PROBLEM REQUIREMENTS ->
State how many lines in the entries below include the string "evenodd", and give nothing beyond that number.

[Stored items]
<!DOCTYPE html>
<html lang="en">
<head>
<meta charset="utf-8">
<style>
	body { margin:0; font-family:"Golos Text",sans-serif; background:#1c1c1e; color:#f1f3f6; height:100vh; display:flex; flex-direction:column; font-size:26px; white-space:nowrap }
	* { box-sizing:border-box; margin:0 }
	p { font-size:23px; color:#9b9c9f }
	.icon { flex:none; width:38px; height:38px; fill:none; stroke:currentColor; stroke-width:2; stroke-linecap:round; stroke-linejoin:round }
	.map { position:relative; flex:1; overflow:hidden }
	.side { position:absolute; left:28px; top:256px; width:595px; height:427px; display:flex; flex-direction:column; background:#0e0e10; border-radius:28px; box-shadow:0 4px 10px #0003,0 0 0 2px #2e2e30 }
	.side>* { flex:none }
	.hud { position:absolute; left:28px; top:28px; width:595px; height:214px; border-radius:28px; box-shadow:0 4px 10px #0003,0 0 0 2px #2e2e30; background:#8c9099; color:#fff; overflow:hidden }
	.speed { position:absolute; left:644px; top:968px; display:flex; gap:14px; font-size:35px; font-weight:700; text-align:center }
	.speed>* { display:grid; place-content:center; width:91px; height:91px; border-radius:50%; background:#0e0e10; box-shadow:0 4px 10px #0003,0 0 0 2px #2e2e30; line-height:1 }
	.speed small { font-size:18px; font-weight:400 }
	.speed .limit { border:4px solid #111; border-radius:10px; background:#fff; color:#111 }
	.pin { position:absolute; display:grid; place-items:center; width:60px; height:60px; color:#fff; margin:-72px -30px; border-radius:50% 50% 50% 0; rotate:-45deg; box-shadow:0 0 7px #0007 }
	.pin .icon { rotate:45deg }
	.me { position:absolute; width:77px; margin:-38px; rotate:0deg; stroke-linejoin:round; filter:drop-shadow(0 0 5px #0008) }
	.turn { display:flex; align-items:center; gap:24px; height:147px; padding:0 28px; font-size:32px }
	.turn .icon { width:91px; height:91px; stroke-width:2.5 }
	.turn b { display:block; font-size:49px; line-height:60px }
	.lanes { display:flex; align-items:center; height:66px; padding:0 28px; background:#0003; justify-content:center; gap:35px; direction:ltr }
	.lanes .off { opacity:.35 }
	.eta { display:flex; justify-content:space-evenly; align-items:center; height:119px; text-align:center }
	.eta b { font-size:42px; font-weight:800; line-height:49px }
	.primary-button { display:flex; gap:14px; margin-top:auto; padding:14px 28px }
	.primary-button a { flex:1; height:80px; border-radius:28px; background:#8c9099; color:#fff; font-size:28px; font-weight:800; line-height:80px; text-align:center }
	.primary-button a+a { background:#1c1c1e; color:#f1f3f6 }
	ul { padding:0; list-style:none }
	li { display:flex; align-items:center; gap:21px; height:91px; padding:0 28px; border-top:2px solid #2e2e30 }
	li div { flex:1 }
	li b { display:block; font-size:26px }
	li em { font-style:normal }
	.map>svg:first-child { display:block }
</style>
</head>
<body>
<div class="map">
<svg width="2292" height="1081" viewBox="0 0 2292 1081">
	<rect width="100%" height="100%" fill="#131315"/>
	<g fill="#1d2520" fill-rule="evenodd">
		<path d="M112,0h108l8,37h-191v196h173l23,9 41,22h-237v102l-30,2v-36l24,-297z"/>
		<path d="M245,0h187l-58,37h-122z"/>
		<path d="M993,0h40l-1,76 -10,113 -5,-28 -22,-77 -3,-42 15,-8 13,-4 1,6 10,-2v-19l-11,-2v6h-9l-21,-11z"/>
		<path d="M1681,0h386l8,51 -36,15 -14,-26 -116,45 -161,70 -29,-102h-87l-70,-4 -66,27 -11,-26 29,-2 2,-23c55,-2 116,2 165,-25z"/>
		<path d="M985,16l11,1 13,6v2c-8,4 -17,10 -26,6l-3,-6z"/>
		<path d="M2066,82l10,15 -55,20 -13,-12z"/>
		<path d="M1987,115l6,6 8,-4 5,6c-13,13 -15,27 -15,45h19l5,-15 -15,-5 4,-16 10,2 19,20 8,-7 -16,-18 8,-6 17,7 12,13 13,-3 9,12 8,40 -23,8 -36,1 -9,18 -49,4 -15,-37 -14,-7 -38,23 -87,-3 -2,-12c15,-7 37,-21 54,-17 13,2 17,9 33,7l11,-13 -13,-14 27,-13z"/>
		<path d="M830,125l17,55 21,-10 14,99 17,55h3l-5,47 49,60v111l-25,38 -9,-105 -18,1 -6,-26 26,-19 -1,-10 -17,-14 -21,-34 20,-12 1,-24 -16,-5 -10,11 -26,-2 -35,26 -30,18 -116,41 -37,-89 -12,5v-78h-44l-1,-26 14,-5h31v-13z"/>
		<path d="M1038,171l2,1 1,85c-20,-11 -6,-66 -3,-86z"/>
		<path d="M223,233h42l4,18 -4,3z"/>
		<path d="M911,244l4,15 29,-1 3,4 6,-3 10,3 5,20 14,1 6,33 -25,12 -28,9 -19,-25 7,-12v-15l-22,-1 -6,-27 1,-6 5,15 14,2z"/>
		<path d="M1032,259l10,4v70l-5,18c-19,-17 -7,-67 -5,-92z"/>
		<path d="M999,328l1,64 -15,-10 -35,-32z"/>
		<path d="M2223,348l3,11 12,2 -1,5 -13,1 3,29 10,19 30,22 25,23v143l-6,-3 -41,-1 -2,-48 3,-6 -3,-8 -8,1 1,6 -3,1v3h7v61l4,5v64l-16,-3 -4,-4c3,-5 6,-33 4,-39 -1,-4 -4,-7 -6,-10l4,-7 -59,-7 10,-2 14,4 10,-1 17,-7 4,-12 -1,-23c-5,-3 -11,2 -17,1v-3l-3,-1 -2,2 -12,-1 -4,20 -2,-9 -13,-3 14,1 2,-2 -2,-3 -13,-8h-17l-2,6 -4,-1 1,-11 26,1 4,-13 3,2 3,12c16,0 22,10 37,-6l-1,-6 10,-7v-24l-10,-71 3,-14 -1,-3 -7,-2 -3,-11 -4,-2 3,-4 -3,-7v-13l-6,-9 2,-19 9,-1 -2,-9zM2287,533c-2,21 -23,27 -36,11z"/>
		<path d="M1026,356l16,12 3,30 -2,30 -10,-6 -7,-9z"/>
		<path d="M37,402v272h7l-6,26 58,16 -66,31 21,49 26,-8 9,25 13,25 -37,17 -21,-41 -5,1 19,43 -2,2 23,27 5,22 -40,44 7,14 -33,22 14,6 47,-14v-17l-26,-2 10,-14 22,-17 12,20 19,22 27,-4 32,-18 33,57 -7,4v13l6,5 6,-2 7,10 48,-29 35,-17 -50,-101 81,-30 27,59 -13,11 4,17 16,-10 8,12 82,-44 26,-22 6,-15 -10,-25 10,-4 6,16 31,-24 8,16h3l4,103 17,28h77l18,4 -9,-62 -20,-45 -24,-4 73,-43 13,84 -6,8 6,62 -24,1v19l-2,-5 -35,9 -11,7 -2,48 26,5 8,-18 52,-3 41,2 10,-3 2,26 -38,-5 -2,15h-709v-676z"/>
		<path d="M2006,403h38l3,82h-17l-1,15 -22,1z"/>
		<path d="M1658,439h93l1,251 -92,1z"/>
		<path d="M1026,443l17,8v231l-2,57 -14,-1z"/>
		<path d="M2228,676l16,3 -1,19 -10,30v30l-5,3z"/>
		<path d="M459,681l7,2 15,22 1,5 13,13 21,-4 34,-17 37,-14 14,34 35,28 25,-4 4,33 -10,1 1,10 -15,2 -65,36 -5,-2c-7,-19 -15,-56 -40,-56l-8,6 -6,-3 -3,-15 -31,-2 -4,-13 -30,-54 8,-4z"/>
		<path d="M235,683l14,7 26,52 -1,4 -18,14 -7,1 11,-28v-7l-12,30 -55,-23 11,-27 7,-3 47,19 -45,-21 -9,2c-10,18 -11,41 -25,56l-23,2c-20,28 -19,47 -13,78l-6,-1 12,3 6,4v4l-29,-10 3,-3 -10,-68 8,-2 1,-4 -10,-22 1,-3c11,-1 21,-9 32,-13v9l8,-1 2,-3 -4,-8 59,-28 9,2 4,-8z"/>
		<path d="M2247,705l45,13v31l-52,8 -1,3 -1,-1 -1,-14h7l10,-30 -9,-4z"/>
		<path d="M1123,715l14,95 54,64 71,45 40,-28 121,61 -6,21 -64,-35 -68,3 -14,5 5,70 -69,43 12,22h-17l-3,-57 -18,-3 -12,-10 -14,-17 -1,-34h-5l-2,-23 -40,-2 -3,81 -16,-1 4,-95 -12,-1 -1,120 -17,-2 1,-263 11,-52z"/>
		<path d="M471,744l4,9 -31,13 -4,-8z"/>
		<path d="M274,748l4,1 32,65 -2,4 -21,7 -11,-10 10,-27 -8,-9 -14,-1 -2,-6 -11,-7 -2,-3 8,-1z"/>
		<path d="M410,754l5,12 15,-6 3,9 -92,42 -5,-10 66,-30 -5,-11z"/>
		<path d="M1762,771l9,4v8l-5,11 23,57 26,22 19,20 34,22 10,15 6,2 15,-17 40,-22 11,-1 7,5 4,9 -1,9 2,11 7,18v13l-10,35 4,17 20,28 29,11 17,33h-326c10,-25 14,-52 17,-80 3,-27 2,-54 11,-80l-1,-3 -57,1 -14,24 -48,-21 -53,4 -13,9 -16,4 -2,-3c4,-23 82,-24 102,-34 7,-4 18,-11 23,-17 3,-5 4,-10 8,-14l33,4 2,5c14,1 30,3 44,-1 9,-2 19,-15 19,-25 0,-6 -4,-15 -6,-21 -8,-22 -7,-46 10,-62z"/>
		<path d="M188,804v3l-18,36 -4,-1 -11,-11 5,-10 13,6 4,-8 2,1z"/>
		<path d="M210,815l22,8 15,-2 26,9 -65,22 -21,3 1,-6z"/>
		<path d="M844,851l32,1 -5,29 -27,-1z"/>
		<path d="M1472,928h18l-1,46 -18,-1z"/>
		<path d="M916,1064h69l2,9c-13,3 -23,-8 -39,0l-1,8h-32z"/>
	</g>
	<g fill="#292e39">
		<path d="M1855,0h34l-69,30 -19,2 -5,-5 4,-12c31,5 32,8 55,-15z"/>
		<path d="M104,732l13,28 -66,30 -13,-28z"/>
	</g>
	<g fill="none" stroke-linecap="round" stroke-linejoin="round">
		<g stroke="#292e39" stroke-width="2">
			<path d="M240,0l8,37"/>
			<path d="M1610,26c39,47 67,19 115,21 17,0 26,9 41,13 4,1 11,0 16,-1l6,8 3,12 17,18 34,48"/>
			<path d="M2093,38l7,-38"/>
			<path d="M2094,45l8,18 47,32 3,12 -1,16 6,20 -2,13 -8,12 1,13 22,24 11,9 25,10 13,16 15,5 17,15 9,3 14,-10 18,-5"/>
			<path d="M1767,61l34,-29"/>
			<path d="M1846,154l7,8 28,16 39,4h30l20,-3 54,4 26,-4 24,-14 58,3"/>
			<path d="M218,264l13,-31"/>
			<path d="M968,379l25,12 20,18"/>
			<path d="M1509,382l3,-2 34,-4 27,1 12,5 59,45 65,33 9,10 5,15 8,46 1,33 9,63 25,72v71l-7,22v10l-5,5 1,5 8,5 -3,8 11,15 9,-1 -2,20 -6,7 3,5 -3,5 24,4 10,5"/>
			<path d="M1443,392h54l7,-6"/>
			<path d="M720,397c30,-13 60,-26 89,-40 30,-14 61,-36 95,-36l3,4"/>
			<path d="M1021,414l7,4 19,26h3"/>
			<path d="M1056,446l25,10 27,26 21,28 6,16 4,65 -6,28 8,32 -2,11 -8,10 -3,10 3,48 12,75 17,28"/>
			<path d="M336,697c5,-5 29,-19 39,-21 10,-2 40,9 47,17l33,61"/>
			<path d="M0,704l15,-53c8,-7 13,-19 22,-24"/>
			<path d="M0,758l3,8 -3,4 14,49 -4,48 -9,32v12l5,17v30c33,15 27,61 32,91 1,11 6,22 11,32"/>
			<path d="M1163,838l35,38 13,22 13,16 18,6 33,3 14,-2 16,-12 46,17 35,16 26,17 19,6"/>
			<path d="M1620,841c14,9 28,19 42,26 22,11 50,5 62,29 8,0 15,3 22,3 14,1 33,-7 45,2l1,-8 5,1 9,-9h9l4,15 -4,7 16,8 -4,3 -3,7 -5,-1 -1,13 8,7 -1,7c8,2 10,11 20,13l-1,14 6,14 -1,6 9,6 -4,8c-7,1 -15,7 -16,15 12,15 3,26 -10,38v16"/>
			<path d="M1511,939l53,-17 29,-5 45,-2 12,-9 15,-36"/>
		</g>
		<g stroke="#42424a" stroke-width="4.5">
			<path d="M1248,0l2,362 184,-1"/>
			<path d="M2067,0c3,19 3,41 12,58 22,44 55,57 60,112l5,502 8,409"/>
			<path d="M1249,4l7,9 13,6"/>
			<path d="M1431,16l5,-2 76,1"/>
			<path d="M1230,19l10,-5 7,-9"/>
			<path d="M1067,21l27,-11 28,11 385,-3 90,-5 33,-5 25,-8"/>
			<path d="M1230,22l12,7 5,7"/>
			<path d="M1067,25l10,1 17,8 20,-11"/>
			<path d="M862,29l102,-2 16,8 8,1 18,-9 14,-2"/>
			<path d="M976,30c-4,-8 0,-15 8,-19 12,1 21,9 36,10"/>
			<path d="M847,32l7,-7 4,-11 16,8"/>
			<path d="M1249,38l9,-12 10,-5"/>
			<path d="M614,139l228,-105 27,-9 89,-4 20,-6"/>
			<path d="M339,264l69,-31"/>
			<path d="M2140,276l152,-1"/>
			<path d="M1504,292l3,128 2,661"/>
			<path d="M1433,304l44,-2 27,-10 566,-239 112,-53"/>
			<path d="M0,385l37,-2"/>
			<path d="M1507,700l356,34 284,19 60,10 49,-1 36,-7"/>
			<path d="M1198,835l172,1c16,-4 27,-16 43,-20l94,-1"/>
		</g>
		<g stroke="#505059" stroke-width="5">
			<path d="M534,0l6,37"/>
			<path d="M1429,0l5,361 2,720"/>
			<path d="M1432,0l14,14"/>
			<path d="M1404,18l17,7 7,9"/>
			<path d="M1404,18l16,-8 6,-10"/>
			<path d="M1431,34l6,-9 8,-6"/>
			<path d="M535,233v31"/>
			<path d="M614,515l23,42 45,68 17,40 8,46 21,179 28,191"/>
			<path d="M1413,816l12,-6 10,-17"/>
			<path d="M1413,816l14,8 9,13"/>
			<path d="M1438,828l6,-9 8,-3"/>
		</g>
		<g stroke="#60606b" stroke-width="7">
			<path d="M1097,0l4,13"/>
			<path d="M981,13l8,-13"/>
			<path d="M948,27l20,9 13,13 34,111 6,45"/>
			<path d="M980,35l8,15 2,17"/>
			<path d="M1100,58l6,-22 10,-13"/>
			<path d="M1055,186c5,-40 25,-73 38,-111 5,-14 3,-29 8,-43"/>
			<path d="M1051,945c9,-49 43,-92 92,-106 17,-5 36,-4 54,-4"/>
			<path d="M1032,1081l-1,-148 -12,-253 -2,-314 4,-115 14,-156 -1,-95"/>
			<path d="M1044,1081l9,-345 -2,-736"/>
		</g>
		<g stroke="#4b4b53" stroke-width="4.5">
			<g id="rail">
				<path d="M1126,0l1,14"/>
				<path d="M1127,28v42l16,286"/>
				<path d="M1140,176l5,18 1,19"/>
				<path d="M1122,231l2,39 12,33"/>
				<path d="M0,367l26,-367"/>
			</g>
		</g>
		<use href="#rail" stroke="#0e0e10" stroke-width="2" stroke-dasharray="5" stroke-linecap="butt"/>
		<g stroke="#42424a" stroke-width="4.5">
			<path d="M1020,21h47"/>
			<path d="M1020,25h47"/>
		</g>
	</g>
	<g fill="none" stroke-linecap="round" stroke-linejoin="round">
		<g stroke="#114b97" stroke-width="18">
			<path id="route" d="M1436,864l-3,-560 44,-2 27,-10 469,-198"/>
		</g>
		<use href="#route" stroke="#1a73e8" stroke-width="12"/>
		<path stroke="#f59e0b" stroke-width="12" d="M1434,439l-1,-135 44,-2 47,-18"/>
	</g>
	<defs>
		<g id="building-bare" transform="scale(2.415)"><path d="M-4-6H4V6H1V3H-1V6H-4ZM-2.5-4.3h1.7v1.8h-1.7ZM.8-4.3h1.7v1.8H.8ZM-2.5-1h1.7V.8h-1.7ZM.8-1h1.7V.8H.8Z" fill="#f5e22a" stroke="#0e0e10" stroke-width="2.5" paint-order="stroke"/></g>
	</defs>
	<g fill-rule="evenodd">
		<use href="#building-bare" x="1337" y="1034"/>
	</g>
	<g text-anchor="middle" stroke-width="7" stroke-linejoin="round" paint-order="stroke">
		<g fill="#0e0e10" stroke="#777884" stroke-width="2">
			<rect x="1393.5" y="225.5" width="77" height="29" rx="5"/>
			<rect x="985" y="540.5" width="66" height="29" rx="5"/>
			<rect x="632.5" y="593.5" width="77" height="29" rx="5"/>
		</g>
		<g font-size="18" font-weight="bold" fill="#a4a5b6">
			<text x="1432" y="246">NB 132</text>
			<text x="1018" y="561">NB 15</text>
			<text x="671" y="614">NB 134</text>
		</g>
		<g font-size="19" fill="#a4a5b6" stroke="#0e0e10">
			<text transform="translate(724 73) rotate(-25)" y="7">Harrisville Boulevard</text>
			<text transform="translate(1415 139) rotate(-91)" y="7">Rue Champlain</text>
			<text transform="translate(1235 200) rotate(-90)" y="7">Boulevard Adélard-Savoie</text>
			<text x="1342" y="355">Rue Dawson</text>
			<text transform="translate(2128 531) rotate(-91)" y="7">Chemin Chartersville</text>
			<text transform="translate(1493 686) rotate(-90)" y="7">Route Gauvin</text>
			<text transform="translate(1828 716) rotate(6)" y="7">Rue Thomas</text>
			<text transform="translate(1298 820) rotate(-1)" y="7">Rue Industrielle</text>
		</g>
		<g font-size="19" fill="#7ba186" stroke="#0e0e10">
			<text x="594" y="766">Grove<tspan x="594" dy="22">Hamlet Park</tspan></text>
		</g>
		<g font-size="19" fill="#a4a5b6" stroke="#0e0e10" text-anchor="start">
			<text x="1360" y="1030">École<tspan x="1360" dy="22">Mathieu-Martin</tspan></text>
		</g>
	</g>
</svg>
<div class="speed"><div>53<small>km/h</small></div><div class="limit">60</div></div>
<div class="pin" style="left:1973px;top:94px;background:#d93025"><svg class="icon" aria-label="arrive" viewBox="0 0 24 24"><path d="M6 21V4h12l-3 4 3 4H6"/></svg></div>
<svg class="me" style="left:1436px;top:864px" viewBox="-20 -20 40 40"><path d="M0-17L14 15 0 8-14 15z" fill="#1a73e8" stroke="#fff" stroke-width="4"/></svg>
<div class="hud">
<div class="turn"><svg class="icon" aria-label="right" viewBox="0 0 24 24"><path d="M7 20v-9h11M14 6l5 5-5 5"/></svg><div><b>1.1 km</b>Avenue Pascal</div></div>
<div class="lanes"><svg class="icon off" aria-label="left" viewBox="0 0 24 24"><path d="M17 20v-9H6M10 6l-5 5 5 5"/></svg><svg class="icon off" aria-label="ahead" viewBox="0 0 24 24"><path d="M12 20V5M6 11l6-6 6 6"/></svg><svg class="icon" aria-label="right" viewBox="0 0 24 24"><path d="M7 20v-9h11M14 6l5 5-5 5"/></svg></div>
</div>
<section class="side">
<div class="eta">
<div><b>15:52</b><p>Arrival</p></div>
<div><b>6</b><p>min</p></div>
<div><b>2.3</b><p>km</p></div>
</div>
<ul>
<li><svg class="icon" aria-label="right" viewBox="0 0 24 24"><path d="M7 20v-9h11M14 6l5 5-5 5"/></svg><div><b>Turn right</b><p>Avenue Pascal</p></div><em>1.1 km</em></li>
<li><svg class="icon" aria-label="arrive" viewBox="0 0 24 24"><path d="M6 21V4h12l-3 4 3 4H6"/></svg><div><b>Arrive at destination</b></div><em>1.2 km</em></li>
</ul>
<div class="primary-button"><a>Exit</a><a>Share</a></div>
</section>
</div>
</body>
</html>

TASK RESULT ->
2